Stored items:
┏━━

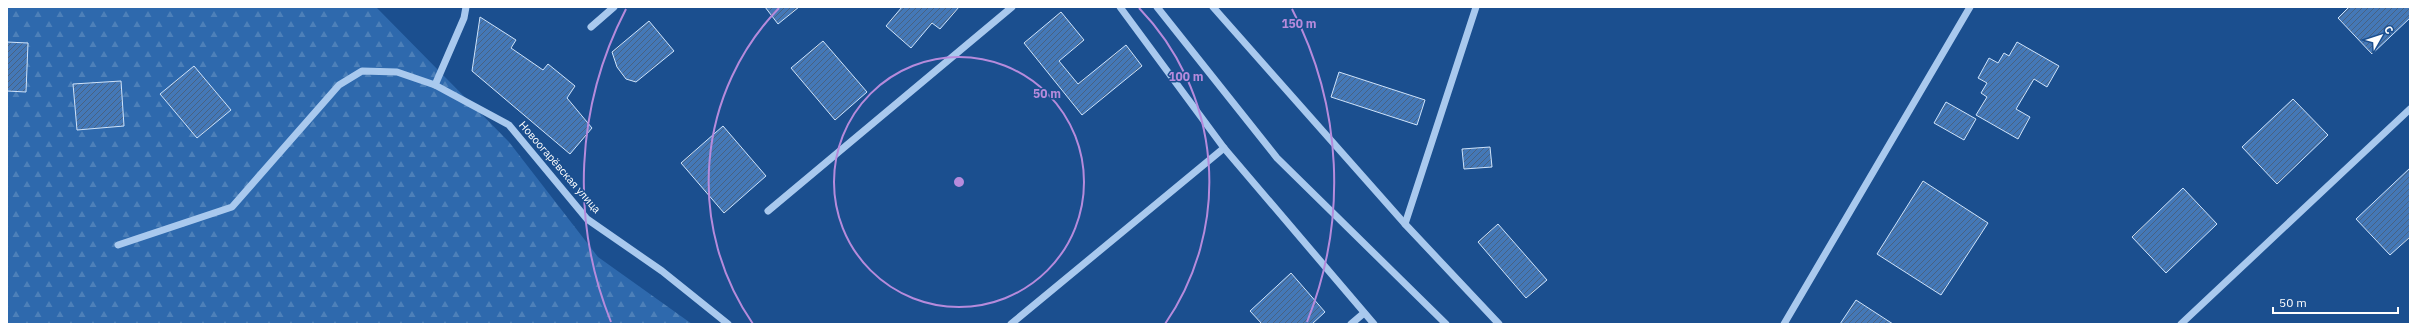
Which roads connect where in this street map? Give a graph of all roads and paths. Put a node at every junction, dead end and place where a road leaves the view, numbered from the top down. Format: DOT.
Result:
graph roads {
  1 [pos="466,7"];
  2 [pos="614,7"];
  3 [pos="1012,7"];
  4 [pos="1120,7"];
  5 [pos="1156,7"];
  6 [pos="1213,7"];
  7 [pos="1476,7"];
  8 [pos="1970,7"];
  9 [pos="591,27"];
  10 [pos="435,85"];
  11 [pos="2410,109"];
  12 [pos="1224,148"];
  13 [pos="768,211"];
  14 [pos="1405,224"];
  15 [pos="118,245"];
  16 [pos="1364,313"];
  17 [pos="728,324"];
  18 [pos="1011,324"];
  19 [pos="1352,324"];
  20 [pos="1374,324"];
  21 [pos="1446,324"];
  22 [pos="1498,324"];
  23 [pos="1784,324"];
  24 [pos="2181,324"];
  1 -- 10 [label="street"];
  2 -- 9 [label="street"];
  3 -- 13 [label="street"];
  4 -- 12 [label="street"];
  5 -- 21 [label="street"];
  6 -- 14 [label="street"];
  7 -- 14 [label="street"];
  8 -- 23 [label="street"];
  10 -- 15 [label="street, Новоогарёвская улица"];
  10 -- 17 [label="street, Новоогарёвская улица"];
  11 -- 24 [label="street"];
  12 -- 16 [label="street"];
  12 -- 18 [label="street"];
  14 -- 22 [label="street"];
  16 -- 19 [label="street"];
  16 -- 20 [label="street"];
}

┗━━

# WORK TO BE COMPLETED:
What is needed is an exact transcription of every entry, minus the pictures.

# OUTPUT FOR THIS EXERCISE:
Which roads connect where in this street map? Give a graph of all roads and paths. Put a node at every junction, dead end and place where a road leaves the view, numbered from the top down. Format: DOT.
Result:
graph roads {
  1 [pos="466,7"];
  2 [pos="614,7"];
  3 [pos="1012,7"];
  4 [pos="1120,7"];
  5 [pos="1156,7"];
  6 [pos="1213,7"];
  7 [pos="1476,7"];
  8 [pos="1970,7"];
  9 [pos="591,27"];
  10 [pos="435,85"];
  11 [pos="2410,109"];
  12 [pos="1224,148"];
  13 [pos="768,211"];
  14 [pos="1405,224"];
  15 [pos="118,245"];
  16 [pos="1364,313"];
  17 [pos="728,324"];
  18 [pos="1011,324"];
  19 [pos="1352,324"];
  20 [pos="1374,324"];
  21 [pos="1446,324"];
  22 [pos="1498,324"];
  23 [pos="1784,324"];
  24 [pos="2181,324"];
  1 -- 10 [label="street"];
  2 -- 9 [label="street"];
  3 -- 13 [label="street"];
  4 -- 12 [label="street"];
  5 -- 21 [label="street"];
  6 -- 14 [label="street"];
  7 -- 14 [label="street"];
  8 -- 23 [label="street"];
  10 -- 15 [label="street, Новоогарёвская улица"];
  10 -- 17 [label="street, Новоогарёвская улица"];
  11 -- 24 [label="street"];
  12 -- 16 [label="street"];
  12 -- 18 [label="street"];
  14 -- 22 [label="street"];
  16 -- 19 [label="street"];
  16 -- 20 [label="street"];
}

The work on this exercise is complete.